Sir, – Una Mullally argues that we should get rid of sitka spruce and plant only broadleaves. However, as pure broadleaf forestry is rarely a commercial proposition in Ireland, her suggestion would inevitably lead to fewer broadleaves.
Under existing forestry schemes, all new planting must have a minimum of 15 per cent broadleaves. In effect, the remaining conifers (typically sitka spruce) subsidise and pay for the broadleaves.
She wishes to see our island swathed in temperate rainforest yet seems unaware that sitka spruce is a native of the coastal temperate rainforest of northwest America. That is why this most useful of species does so well here.
She insists “the sitka has to go”. Well in that case, 12,000 jobs and ¤2.3 billion generated by the forestry sector will also go. – Yours, etc,
CORMAC O’CARROLL,
Salzburg,
Austria.
Sir, – Sitka spruce is the workhorse of our timber industry, supplying the bulk of the timber needed to build houses. Eliminating it from our forestry industry means it can be replaced in one of two ways, by imports or by greater use of concrete and steel. Imports are the current preference, until design catches up and pushes timber out of its structural role, making these cost rises permanent and making homes more unsustainable.
Una Mullally recently bemoaned the high costs that make housing unaffordable. One fact she forgot to mention is that recent increases in housing construction costs are down to the high price of imported timber, caused by the strictures that block the harvesting of mature crops here. She can’t have it both ways.

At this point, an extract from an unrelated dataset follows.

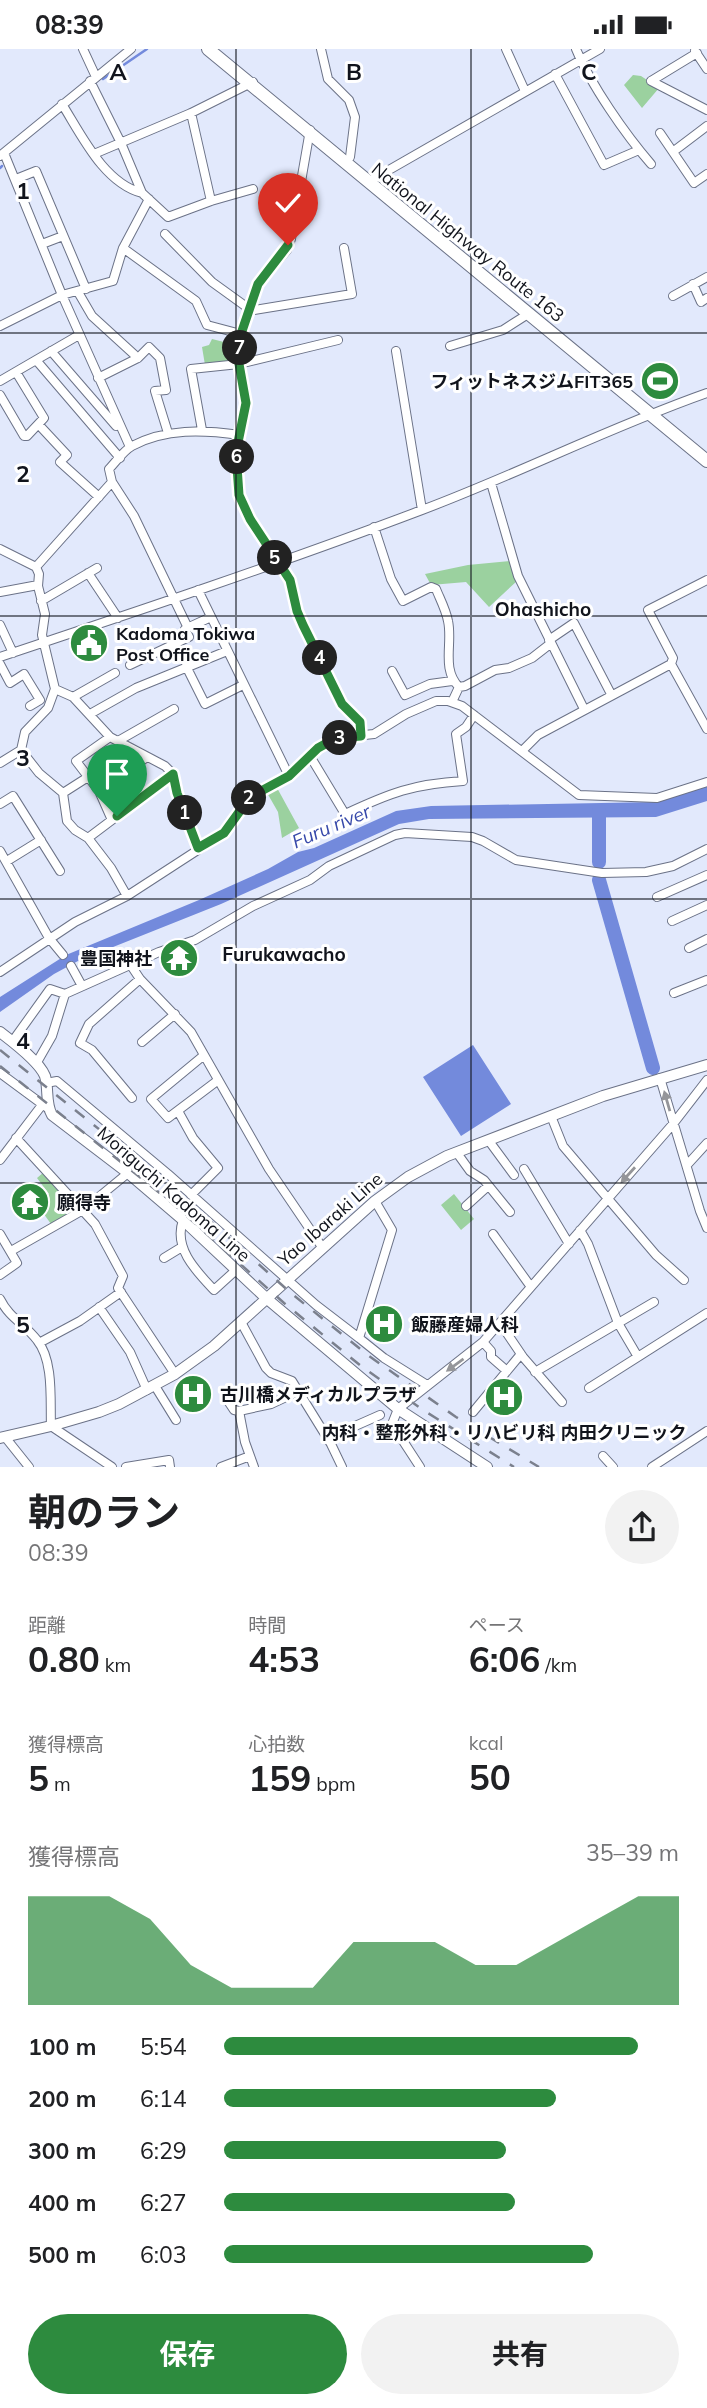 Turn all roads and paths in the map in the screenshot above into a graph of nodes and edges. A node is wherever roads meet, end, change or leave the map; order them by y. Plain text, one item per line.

She adds to the populist demonisation of sitka spruce as a monoculture, but you can’t grow straight, knot-free timber by planting it extensively with grassy undergrowth. If you want to grow trees as a sustainable crop, and not just as woodland in which people can gambol and picnic, they have to be grown close together as a monoculture.
Neither can you grow other monocultures extensively, like wheat, or turnips, or potatoes, but I suppose we could always take a (broad)leaf from the anti-forestry brigade and just import loads of pasta to replace our non-native, monocultured spud.
By the way, not all conifers are non-native. – Yours, etc,
JOHN MULLIGAN,
Boyle,
Co Roscommon.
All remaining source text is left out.